Activity
All entries shown below should be duplicated character for character.

Dataset
☆ ☆ ☆ ☆

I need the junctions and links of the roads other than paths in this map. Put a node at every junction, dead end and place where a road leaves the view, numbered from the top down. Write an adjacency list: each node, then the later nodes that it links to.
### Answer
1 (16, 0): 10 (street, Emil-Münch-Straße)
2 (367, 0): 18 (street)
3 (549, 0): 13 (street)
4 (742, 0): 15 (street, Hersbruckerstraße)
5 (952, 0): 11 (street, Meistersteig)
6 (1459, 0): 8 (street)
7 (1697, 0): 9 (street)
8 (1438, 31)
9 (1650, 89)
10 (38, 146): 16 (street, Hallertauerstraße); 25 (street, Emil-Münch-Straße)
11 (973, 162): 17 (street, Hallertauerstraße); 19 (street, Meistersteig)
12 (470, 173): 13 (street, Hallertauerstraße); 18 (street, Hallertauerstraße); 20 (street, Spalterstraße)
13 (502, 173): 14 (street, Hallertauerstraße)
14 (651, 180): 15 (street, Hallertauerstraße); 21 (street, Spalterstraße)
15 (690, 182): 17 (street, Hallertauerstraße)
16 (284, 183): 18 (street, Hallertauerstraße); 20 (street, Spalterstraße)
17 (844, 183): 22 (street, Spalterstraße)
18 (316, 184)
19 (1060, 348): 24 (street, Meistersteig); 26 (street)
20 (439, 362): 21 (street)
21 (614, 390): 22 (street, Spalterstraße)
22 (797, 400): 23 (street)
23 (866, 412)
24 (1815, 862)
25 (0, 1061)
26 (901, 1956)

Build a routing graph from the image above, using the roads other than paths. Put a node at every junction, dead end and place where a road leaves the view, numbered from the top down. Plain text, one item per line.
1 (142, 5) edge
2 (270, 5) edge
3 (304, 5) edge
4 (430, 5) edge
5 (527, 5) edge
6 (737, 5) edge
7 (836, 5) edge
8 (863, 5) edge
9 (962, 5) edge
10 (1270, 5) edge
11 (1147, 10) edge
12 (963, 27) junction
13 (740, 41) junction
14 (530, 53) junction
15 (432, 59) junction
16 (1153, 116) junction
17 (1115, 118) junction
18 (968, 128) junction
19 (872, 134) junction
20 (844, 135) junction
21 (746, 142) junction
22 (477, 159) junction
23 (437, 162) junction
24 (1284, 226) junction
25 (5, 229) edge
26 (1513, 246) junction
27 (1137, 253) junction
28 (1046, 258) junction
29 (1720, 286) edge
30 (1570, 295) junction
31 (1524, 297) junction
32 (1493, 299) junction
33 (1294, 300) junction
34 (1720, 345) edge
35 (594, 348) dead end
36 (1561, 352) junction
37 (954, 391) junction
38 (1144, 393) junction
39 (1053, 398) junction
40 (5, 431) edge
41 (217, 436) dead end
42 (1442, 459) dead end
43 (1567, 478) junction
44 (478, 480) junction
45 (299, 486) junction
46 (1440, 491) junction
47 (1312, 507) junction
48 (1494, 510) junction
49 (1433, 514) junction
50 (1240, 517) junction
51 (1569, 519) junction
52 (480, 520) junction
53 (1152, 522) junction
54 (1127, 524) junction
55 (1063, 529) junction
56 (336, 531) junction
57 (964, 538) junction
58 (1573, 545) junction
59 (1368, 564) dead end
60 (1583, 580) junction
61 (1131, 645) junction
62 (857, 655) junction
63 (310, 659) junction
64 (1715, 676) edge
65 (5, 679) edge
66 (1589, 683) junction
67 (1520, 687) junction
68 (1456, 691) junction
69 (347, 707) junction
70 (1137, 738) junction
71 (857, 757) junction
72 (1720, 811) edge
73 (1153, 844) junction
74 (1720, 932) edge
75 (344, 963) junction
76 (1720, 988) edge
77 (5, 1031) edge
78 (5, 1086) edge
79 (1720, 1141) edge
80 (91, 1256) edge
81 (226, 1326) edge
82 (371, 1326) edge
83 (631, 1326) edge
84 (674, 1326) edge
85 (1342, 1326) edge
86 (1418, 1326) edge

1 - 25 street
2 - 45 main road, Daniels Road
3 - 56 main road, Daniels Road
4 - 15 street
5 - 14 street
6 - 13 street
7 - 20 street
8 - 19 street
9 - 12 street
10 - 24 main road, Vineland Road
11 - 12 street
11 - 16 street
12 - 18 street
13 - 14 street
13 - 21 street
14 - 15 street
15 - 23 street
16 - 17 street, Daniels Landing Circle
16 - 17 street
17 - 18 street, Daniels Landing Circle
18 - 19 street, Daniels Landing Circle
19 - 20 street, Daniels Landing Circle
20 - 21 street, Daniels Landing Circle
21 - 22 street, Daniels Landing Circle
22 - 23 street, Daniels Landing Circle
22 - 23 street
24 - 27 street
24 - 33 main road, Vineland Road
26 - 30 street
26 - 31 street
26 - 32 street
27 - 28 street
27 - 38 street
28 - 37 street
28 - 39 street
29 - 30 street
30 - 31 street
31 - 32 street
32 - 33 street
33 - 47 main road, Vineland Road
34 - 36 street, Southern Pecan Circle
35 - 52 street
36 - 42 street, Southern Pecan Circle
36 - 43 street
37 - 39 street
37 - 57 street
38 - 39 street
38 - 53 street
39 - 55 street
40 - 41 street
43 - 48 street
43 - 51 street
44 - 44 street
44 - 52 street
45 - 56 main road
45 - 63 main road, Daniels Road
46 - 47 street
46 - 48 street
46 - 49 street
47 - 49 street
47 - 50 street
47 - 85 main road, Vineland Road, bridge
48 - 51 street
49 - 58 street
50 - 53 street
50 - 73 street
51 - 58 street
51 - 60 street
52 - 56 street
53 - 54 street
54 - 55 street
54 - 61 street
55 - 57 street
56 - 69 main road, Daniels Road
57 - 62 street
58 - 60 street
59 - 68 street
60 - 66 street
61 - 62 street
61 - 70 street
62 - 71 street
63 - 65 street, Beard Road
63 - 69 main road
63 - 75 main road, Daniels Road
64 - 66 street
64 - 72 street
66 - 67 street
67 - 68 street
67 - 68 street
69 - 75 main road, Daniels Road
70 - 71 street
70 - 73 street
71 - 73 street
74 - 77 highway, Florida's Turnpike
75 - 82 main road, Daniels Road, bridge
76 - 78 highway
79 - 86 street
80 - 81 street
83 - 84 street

☆ ☆ ☆ ☆

Response to the task
I need the junctions and links of the roads other than paths in this map. Put a node at every junction, dead end and place where a road leaves the view, numbered from the top down. Write an adjacency list: each node, then the later nodes that it links to.
### Answer
1 (16, 0): 10 (street, Emil-Münch-Straße)
2 (367, 0): 18 (street)
3 (549, 0): 13 (street)
4 (742, 0): 15 (street, Hersbruckerstraße)
5 (952, 0): 11 (street, Meistersteig)
6 (1459, 0): 8 (street)
7 (1697, 0): 9 (street)
8 (1438, 31)
9 (1650, 89)
10 (38, 146): 16 (street, Hallertauerstraße); 25 (street, Emil-Münch-Straße)
11 (973, 162): 17 (street, Hallertauerstraße); 19 (street, Meistersteig)
12 (470, 173): 13 (street, Hallertauerstraße); 18 (street, Hallertauerstraße); 20 (street, Spalterstraße)
13 (502, 173): 14 (street, Hallertauerstraße)
14 (651, 180): 15 (street, Hallertauerstraße); 21 (street, Spalterstraße)
15 (690, 182): 17 (street, Hallertauerstraße)
16 (284, 183): 18 (street, Hallertauerstraße); 20 (street, Spalterstraße)
17 (844, 183): 22 (street, Spalterstraße)
18 (316, 184)
19 (1060, 348): 24 (street, Meistersteig); 26 (street)
20 (439, 362): 21 (street)
21 (614, 390): 22 (street, Spalterstraße)
22 (797, 400): 23 (street)
23 (866, 412)
24 (1815, 862)
25 (0, 1061)
26 (901, 1956)

Build a routing graph from the image above, using the roads other than paths. Put a node at every junction, dead end and place where a road leaves the view, numbered from the top down. Plain text, one item per line.
1 (142, 5) edge
2 (270, 5) edge
3 (304, 5) edge
4 (430, 5) edge
5 (527, 5) edge
6 (737, 5) edge
7 (836, 5) edge
8 (863, 5) edge
9 (962, 5) edge
10 (1270, 5) edge
11 (1147, 10) edge
12 (963, 27) junction
13 (740, 41) junction
14 (530, 53) junction
15 (432, 59) junction
16 (1153, 116) junction
17 (1115, 118) junction
18 (968, 128) junction
19 (872, 134) junction
20 (844, 135) junction
21 (746, 142) junction
22 (477, 159) junction
23 (437, 162) junction
24 (1284, 226) junction
25 (5, 229) edge
26 (1513, 246) junction
27 (1137, 253) junction
28 (1046, 258) junction
29 (1720, 286) edge
30 (1570, 295) junction
31 (1524, 297) junction
32 (1493, 299) junction
33 (1294, 300) junction
34 (1720, 345) edge
35 (594, 348) dead end
36 (1561, 352) junction
37 (954, 391) junction
38 (1144, 393) junction
39 (1053, 398) junction
40 (5, 431) edge
41 (217, 436) dead end
42 (1442, 459) dead end
43 (1567, 478) junction
44 (478, 480) junction
45 (299, 486) junction
46 (1440, 491) junction
47 (1312, 507) junction
48 (1494, 510) junction
49 (1433, 514) junction
50 (1240, 517) junction
51 (1569, 519) junction
52 (480, 520) junction
53 (1152, 522) junction
54 (1127, 524) junction
55 (1063, 529) junction
56 (336, 531) junction
57 (964, 538) junction
58 (1573, 545) junction
59 (1368, 564) dead end
60 (1583, 580) junction
61 (1131, 645) junction
62 (857, 655) junction
63 (310, 659) junction
64 (1715, 676) edge
65 (5, 679) edge
66 (1589, 683) junction
67 (1520, 687) junction
68 (1456, 691) junction
69 (347, 707) junction
70 (1137, 738) junction
71 (857, 757) junction
72 (1720, 811) edge
73 (1153, 844) junction
74 (1720, 932) edge
75 (344, 963) junction
76 (1720, 988) edge
77 (5, 1031) edge
78 (5, 1086) edge
79 (1720, 1141) edge
80 (91, 1256) edge
81 (226, 1326) edge
82 (371, 1326) edge
83 (631, 1326) edge
84 (674, 1326) edge
85 (1342, 1326) edge
86 (1418, 1326) edge

1 - 25 street
2 - 45 main road, Daniels Road
3 - 56 main road, Daniels Road
4 - 15 street
5 - 14 street
6 - 13 street
7 - 20 street
8 - 19 street
9 - 12 street
10 - 24 main road, Vineland Road
11 - 12 street
11 - 16 street
12 - 18 street
13 - 14 street
13 - 21 street
14 - 15 street
15 - 23 street
16 - 17 street, Daniels Landing Circle
16 - 17 street
17 - 18 street, Daniels Landing Circle
18 - 19 street, Daniels Landing Circle
19 - 20 street, Daniels Landing Circle
20 - 21 street, Daniels Landing Circle
21 - 22 street, Daniels Landing Circle
22 - 23 street, Daniels Landing Circle
22 - 23 street
24 - 27 street
24 - 33 main road, Vineland Road
26 - 30 street
26 - 31 street
26 - 32 street
27 - 28 street
27 - 38 street
28 - 37 street
28 - 39 street
29 - 30 street
30 - 31 street
31 - 32 street
32 - 33 street
33 - 47 main road, Vineland Road
34 - 36 street, Southern Pecan Circle
35 - 52 street
36 - 42 street, Southern Pecan Circle
36 - 43 street
37 - 39 street
37 - 57 street
38 - 39 street
38 - 53 street
39 - 55 street
40 - 41 street
43 - 48 street
43 - 51 street
44 - 44 street
44 - 52 street
45 - 56 main road
45 - 63 main road, Daniels Road
46 - 47 street
46 - 48 street
46 - 49 street
47 - 49 street
47 - 50 street
47 - 85 main road, Vineland Road, bridge
48 - 51 street
49 - 58 street
50 - 53 street
50 - 73 street
51 - 58 street
51 - 60 street
52 - 56 street
53 - 54 street
54 - 55 street
54 - 61 street
55 - 57 street
56 - 69 main road, Daniels Road
57 - 62 street
58 - 60 street
59 - 68 street
60 - 66 street
61 - 62 street
61 - 70 street
62 - 71 street
63 - 65 street, Beard Road
63 - 69 main road
63 - 75 main road, Daniels Road
64 - 66 street
64 - 72 street
66 - 67 street
67 - 68 street
67 - 68 street
69 - 75 main road, Daniels Road
70 - 71 street
70 - 73 street
71 - 73 street
74 - 77 highway, Florida's Turnpike
75 - 82 main road, Daniels Road, bridge
76 - 78 highway
79 - 86 street
80 - 81 street
83 - 84 street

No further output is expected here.